Indeed, there is much to reflect on for both sides of Parliament.

Women need to be respected. Opposition MP Semesa Karavaki tried to downplay the incident saying it was not a gender issue. Our question to him is, how can it not be?

Indeed, the Opposition are a bundle of contradictions at the moment.  They often talk about Christian values and quote biblical scriptures to justify their arguments.

However, coarse joking and denigrating comments about the first female Speaker to Parliament, within a church setting, is passed off as jest.

They talk about the chiefly system and ‘vakaturaga,’ the unwritten code of code for chiefly behaviour and protocol.

However, they seem to have little regard for the Speaker herself, a chief-like figure in the highest house of the land.

This was quite evident when they walked out while she was giving her closing remarks on Thursday night after the marathon debate.

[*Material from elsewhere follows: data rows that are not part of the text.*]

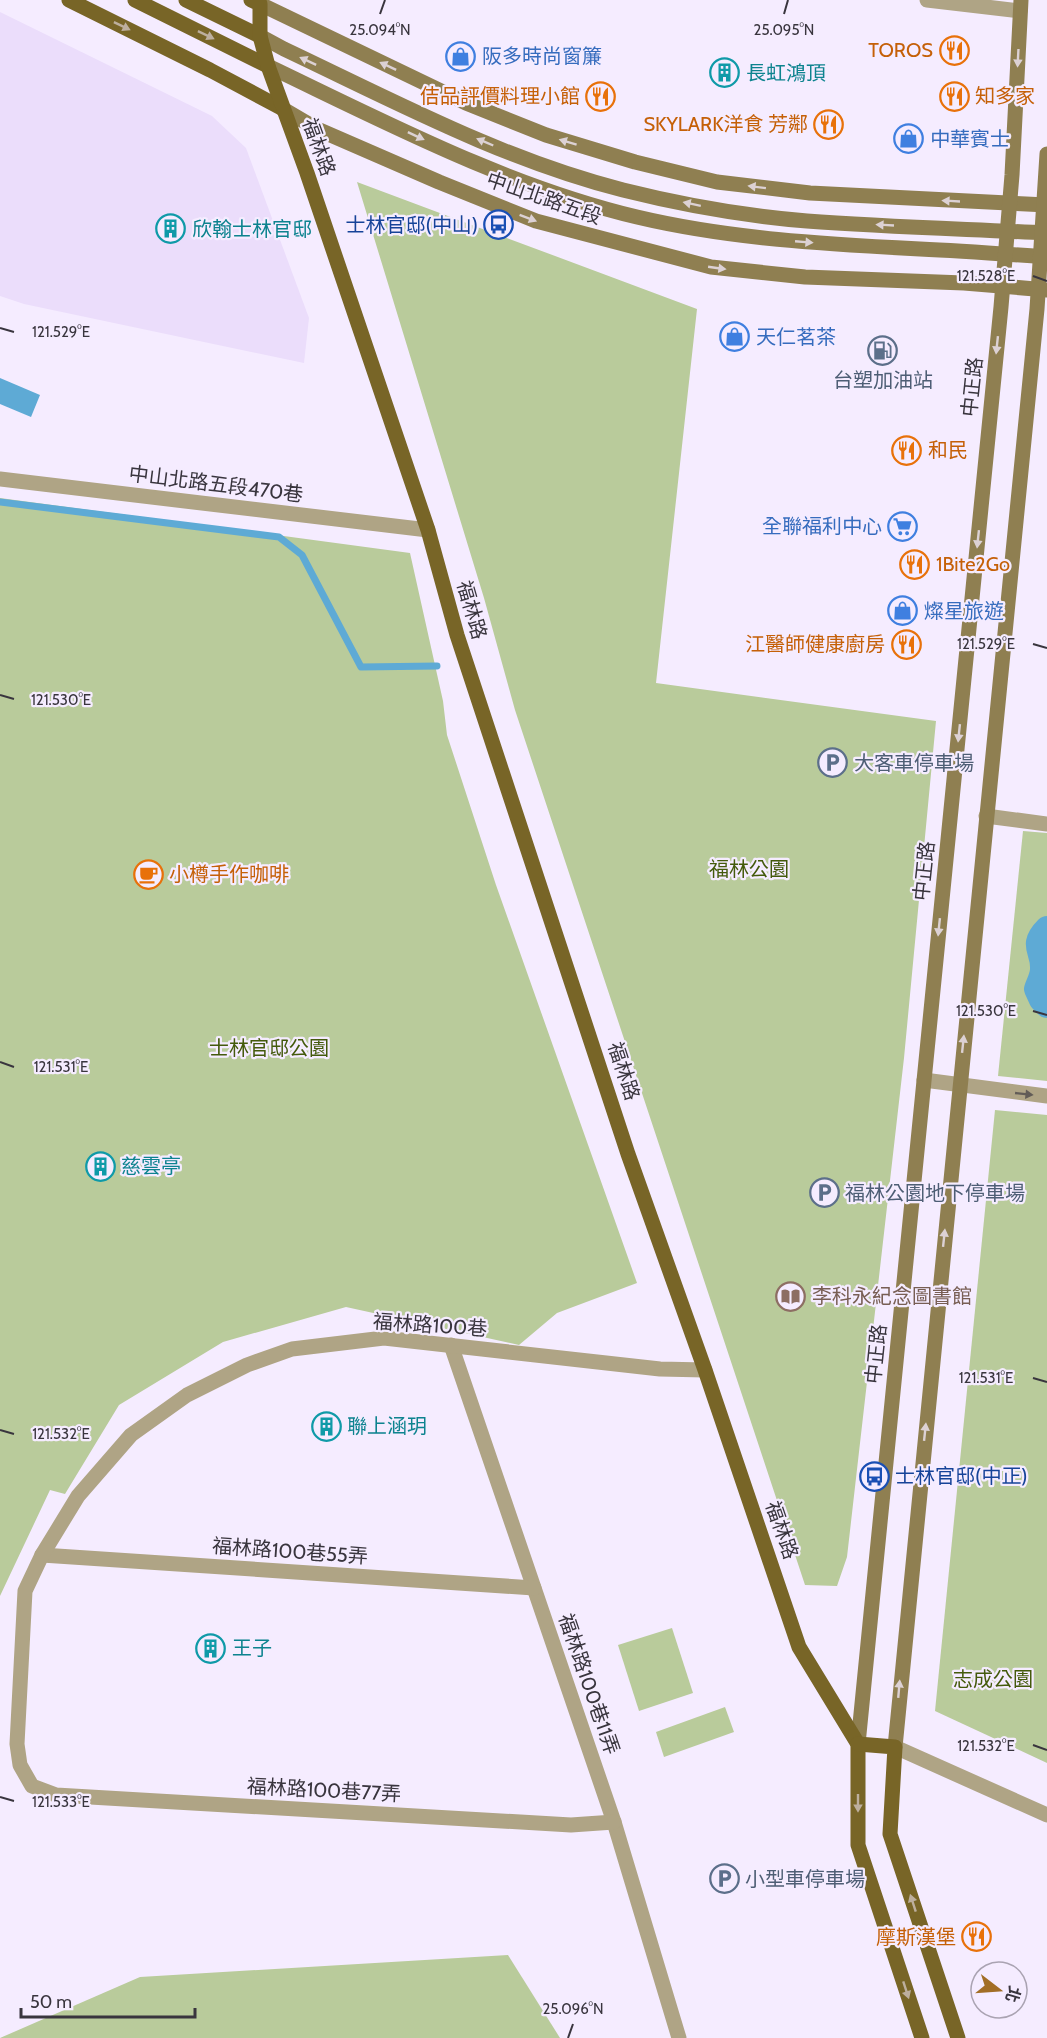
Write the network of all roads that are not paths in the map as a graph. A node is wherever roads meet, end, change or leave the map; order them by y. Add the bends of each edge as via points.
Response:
1 (69, 0) edge
2 (135, 0) edge
3 (186, 0) edge
4 (927, 0) edge
5 (257, 1) edge
6 (1020, 6) edge
7 (260, 36) junction
8 (268, 66) junction
9 (283, 109) junction
10 (1047, 154) edge
11 (1010, 204) junction
12 (1046, 205) edge
13 (1007, 231) junction
14 (1044, 233) edge
15 (1005, 254) junction
16 (1044, 257) edge
17 (1002, 287) junction
18 (1042, 290) edge
19 (0, 479) edge
20 (428, 530) junction
21 (986, 816) junction
22 (1047, 824) edge
23 (924, 1080) junction
24 (959, 1085) junction
25 (1047, 1096) edge
26 (451, 1345) junction
27 (705, 1371) junction
28 (42, 1555) junction
29 (534, 1588) junction
30 (858, 1744) junction
31 (895, 1747) junction
32 (32, 1786) joint
33 (1047, 1815) edge
34 (614, 1822) junction
35 (679, 2038) edge
36 (922, 2038) edge
37 (958, 2038) edge

1 -> 9 main road, 中山北路五段
2 -> 8 main road, 中山北路五段
3 - 7 main road, 中山北路五段
4 - 6 street
5 - 7 main road, 福林路
11 -> 5 main road via 810,193 717,182 634,162 546,135 466,103
6 -> 11 main road, 中正路
7 - 8 main road, 福林路
13 -> 7 main road, 中山北路五段 via 805,221 707,208 622,190 534,162 465,134
8 - 9 main road, 福林路
8 -> 15 main road, 中山北路五段 via 455,154 539,188 636,217 805,243
9 -> 17 main road, 中山北路五段 via 317,129 536,222 668,257 711,267 805,277
9 - 20 main road, 福林路
10 - 12 main road
11 - 12 main road
11 - 13 main road, 中正路
12 - 14 main road
13 - 14 main road, 中山北路五段
13 - 15 main road, 中正路
14 - 16 main road
15 - 16 main road, 中山北路五段
15 - 17 main road, 中正路
16 - 18 main road
17 - 18 main road, 中山北路五段
17 -> 23 main road, 中正路
18 - 21 main road
19 - 20 street, 中山北路五段470巷
20 - 27 main road, 福林路 via 457,635 628,1154
21 - 22 street
24 -> 21 main road
23 - 24 street
23 - 30 main road, 中正路
24 -> 25 street
31 -> 24 main road
26 - 27 street, 福林路100巷
26 - 28 street, 福林路100巷 via 384,1338 292,1350 247,1365 187,1395 131,1435 78,1497
26 - 29 street, 福林路100巷11弄
27 - 30 main road, 福林路 via 799,1647
28 - 29 street, 福林路100巷55弄
28 - 32 street, 福林路100巷 via 25,1591 17,1744 20,1765
29 - 34 street, 福林路100巷11弄
30 - 31 main road
30 -> 36 main road via 858,1845
31 - 33 street
37 -> 31 main road via 890,1834
32 - 34 street, 福林路100巷77弄 via 56,1795 571,1825
34 - 35 street, 福林路100巷11弄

This type of behaviour would be unthinkable in a court of law and within a traditional iTaukei cultural setting.

Hopefully, the Opposition can come up with a new plan for the next sitting of Parliament in July.  This plan should include more effective scrutiny of Government programmes and ministries.

Acting Prime Minister Aiyaz Sayed-Khaiyum  said the Opposition missed a chance yesterday to contribute to the Companies, one of the landmark legislation passed by this Parliament. Missing any more sessions would beg the question.

How seriously does the Opposition take its role?